The last five minutes of this are superb - worthy of just quoting Buffy's monologue (though that doesn't do justice to what is essentially a dialogue between SMG and James Marsters despite Spike's silence).

After Life - Spike and Buffy

I was happy. Wherever I...was...I was happy. At peace. I knew that everyone I cared about was all right. I knew it. Time...didn't mean anything...nothing had form...but I was still me, you know? And I was warm...and I was loved...and I was finished. Complete. I don't understand about theology or dimensions, or, any of it, really...but I think I was in heaven. And now I'm not. I was torn out of there. Pulled out...by my friends. Everything here is...hard, and bright, and violent. Everything I feel, everything I touch...this is Hell. Just getting through the next moment, and the one after that...knowing what I've lost...They can never know.
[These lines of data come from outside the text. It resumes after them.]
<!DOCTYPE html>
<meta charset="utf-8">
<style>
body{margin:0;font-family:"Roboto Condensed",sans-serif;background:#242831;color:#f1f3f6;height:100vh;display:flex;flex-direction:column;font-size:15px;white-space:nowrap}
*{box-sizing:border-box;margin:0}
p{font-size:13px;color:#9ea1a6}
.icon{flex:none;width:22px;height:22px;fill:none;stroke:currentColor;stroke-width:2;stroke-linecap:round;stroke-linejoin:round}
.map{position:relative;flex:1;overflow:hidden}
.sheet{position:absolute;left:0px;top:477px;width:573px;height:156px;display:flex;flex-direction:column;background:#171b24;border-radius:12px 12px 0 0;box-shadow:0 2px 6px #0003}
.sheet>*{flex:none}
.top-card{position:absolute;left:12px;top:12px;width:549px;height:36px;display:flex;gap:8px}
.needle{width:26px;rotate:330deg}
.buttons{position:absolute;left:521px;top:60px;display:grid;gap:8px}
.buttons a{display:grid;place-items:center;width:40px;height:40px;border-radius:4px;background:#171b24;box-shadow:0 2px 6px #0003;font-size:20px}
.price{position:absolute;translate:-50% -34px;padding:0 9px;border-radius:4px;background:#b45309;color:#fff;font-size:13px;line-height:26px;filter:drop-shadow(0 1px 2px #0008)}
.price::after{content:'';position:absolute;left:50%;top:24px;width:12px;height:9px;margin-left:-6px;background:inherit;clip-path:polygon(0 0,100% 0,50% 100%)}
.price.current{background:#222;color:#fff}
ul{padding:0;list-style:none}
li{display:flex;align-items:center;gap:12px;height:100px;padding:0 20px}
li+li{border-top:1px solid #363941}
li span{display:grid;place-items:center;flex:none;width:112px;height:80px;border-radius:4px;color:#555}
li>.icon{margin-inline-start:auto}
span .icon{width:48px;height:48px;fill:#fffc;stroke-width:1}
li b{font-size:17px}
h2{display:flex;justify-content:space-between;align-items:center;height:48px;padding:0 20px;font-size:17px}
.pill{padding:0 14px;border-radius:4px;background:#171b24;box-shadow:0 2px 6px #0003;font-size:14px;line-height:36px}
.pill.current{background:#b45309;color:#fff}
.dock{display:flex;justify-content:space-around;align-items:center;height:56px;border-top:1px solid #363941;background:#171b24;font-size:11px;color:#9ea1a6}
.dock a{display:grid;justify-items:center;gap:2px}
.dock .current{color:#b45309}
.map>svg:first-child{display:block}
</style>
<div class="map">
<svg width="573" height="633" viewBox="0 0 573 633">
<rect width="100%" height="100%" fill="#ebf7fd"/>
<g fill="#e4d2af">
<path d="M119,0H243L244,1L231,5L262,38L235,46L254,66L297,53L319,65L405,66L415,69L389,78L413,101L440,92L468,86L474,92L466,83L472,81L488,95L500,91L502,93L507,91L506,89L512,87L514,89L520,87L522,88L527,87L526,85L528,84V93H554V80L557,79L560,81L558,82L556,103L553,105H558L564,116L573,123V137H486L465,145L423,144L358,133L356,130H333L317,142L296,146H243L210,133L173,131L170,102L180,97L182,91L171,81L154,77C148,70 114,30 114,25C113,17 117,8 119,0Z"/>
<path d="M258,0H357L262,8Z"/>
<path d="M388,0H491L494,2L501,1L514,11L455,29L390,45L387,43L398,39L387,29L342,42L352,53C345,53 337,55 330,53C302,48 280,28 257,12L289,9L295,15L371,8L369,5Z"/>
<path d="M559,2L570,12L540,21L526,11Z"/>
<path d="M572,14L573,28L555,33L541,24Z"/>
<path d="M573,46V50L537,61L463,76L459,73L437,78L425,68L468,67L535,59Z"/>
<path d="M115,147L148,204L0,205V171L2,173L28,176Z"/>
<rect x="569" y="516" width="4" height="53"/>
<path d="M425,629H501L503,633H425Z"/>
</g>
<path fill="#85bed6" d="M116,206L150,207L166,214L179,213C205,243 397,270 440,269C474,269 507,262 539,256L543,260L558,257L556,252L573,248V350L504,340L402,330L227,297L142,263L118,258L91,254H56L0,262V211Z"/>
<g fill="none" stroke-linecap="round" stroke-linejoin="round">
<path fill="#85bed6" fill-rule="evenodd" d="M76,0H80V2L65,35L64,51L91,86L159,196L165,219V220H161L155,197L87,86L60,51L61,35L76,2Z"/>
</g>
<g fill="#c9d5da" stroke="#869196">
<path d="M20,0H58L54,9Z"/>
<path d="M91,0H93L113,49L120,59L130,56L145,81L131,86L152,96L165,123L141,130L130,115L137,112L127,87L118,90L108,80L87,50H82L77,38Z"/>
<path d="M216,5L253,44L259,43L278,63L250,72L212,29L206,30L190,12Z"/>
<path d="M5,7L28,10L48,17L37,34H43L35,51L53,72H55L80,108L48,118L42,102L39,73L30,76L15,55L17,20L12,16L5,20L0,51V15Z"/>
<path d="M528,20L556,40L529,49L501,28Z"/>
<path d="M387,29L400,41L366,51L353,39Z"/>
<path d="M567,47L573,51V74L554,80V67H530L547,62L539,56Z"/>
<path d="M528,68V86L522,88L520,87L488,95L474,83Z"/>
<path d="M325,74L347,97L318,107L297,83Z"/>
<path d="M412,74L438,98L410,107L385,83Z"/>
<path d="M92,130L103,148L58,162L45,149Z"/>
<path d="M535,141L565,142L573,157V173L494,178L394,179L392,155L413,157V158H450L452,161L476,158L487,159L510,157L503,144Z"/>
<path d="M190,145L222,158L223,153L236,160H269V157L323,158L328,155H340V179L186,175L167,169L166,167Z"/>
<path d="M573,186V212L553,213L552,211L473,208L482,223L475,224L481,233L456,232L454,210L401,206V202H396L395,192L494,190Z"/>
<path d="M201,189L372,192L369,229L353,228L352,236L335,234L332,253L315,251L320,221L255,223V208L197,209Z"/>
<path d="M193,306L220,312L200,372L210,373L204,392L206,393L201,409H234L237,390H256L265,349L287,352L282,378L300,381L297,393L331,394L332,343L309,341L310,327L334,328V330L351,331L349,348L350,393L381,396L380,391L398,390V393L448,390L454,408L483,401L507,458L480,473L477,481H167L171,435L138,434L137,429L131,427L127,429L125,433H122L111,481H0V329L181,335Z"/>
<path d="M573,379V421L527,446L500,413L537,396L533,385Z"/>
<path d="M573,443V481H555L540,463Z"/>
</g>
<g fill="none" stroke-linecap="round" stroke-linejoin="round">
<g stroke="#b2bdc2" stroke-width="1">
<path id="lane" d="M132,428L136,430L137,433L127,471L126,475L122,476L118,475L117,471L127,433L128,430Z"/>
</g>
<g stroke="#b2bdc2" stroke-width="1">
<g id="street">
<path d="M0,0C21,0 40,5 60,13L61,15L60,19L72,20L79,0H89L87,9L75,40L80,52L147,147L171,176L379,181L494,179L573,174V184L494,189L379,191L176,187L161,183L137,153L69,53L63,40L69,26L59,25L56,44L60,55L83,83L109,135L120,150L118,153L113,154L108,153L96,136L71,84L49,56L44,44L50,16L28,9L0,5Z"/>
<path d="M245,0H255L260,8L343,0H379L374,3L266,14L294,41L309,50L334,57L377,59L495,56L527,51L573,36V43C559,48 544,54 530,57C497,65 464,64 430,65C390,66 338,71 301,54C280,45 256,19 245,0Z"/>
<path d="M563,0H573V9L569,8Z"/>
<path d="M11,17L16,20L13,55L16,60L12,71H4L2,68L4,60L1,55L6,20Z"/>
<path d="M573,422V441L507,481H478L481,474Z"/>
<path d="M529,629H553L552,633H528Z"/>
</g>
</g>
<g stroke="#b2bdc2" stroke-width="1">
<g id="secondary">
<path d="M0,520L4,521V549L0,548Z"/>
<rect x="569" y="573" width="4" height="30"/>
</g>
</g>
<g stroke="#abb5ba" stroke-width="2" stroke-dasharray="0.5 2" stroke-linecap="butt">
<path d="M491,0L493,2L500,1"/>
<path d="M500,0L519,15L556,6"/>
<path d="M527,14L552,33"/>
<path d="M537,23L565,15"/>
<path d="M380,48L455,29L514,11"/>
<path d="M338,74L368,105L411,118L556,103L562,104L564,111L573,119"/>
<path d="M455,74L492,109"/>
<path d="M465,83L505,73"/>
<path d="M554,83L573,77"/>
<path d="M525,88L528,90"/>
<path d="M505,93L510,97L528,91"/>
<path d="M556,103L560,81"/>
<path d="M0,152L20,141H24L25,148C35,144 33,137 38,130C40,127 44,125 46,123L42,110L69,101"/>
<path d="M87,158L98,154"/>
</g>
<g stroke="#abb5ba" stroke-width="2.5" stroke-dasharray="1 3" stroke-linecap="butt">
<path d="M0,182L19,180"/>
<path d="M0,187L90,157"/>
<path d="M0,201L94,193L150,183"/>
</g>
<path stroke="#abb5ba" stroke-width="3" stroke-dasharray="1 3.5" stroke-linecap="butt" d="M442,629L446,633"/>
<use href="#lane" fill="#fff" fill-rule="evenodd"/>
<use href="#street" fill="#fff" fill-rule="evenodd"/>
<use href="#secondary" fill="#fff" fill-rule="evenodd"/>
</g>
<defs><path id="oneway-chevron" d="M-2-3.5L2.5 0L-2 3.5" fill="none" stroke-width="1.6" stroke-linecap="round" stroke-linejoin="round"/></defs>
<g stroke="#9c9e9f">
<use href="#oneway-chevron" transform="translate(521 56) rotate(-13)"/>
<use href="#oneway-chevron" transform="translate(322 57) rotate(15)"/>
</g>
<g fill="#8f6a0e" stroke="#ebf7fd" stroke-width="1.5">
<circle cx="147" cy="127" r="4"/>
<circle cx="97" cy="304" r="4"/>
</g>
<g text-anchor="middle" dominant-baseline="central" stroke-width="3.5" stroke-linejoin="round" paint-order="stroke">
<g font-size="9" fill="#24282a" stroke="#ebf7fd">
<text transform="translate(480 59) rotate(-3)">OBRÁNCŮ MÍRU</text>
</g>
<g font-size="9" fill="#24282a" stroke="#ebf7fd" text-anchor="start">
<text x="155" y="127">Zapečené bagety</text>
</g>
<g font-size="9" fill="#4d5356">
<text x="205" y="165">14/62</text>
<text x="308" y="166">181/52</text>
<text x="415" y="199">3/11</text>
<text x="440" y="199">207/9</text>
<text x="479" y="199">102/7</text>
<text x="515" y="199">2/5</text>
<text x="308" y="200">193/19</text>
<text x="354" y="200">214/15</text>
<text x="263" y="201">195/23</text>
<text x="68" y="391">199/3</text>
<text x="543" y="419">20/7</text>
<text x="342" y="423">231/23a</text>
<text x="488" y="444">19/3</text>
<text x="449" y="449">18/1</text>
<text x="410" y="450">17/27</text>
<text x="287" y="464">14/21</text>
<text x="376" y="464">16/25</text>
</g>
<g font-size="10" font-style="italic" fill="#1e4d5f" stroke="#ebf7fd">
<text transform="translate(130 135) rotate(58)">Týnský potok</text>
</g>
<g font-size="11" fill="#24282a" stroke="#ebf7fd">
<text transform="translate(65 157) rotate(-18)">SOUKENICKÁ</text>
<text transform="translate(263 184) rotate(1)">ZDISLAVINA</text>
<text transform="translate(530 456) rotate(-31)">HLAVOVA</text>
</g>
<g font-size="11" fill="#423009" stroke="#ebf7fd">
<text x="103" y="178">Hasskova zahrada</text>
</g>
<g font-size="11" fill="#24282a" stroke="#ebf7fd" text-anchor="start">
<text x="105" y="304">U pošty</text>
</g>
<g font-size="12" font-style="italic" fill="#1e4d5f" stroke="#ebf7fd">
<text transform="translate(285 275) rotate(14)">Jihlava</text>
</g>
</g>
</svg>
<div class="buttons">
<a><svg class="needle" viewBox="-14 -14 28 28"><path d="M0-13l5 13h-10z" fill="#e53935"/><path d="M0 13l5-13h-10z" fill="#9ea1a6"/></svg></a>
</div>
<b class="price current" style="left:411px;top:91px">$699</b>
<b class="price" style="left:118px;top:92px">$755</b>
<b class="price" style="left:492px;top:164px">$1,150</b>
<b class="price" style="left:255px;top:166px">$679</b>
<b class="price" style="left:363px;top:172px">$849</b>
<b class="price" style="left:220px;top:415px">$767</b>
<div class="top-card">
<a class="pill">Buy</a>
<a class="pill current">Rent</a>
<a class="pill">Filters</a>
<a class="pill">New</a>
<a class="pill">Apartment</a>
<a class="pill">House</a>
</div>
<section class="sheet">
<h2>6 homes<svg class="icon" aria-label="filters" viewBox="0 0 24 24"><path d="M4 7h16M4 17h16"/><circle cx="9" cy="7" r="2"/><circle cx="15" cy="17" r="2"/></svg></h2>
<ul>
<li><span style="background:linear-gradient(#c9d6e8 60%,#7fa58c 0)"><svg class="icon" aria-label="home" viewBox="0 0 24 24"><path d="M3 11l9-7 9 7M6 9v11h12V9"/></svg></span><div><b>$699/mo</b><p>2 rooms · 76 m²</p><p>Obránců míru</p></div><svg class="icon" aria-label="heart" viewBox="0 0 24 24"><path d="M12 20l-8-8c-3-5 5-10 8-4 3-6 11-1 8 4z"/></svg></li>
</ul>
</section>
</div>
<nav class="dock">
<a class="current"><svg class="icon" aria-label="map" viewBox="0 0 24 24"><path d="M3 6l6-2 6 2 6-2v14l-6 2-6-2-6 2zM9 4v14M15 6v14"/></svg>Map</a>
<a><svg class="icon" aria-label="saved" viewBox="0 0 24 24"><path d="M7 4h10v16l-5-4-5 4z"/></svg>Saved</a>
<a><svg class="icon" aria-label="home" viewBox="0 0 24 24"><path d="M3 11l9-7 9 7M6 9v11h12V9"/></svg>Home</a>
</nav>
Never.

(Not until that pesky musical episode anyway.)

I really really dislike the others when they pile into the living room and effectively terrorize Buffy leaving it to Dawn (after Spike understandably scarpers) to tell them to back off.

After Life - Dawn and Buffy - Bergmanesque
After Life - the Scoobies

And, I can hardly write this for laughing at the incongruity that my son who would wear pyjamas 24/7 if we, ahem, let him, exclaimed, "What is Willow wearing?" when Alyson Hannigan appeared clad in what can only be called a plush synthetic bathroom set.

After Life - Willow wearing a toilet lid cover
A bathroom set
Unbelievably in all seven seasons of Buffy when some pretty terrible clothes were worn this takes the biscuit. It is seriously vile.

It also detracts from Buffy's very convincing thank you even though she struggles to disguise her revulsion at the realisation that it is ALL Willow's fault.

After Life - Buffy says thanks
(Actually maybe it is just the top she has a problem with.)

Why does Tara wear a bra to bed? (What? Everybody does?) Whatever. I find that distracts me from Tara and Willow's conversation as well as the arm stroking and the fact they are in bed together - but maybe that's just me. Anyway - moving on - how dozy are they that it does not occur to them that Buffy's lack of gratitude may be related to the place they just took her from? This line tickles me - "Right. No need to be in a big furry hurry" because clearly Willow ignores her own advice later on.

Serious stuff and big trouble ahead:

Tara: "Well, what was it talking about? Did you understand it?"
Willow: "Well, I understood the words, but...no."

(It said "The blood dried on your hands, didn't it?")

The scene between Tara and Xander (when he presumably talks to the only person he can about Willow's behaviour) is unusual because I can't recall another scene with just the two of them and Tara's defence of her girlfriend is just that - defensive.

I feel genuinely sad when Willow and Tara are doing the spell together and Willow breaks their connection and finishes it herself. She has come a long way from floating the rose.

I read some other analyses of BtVS and I feel shallow that I get amused by "furry hurry" lines because it conjures up that top and because I wonder why Tara is wearing a bra but then I revel in the fact that BtVS can handle any interpretation thrown at it. It works on so many levels and I think I know where mine is.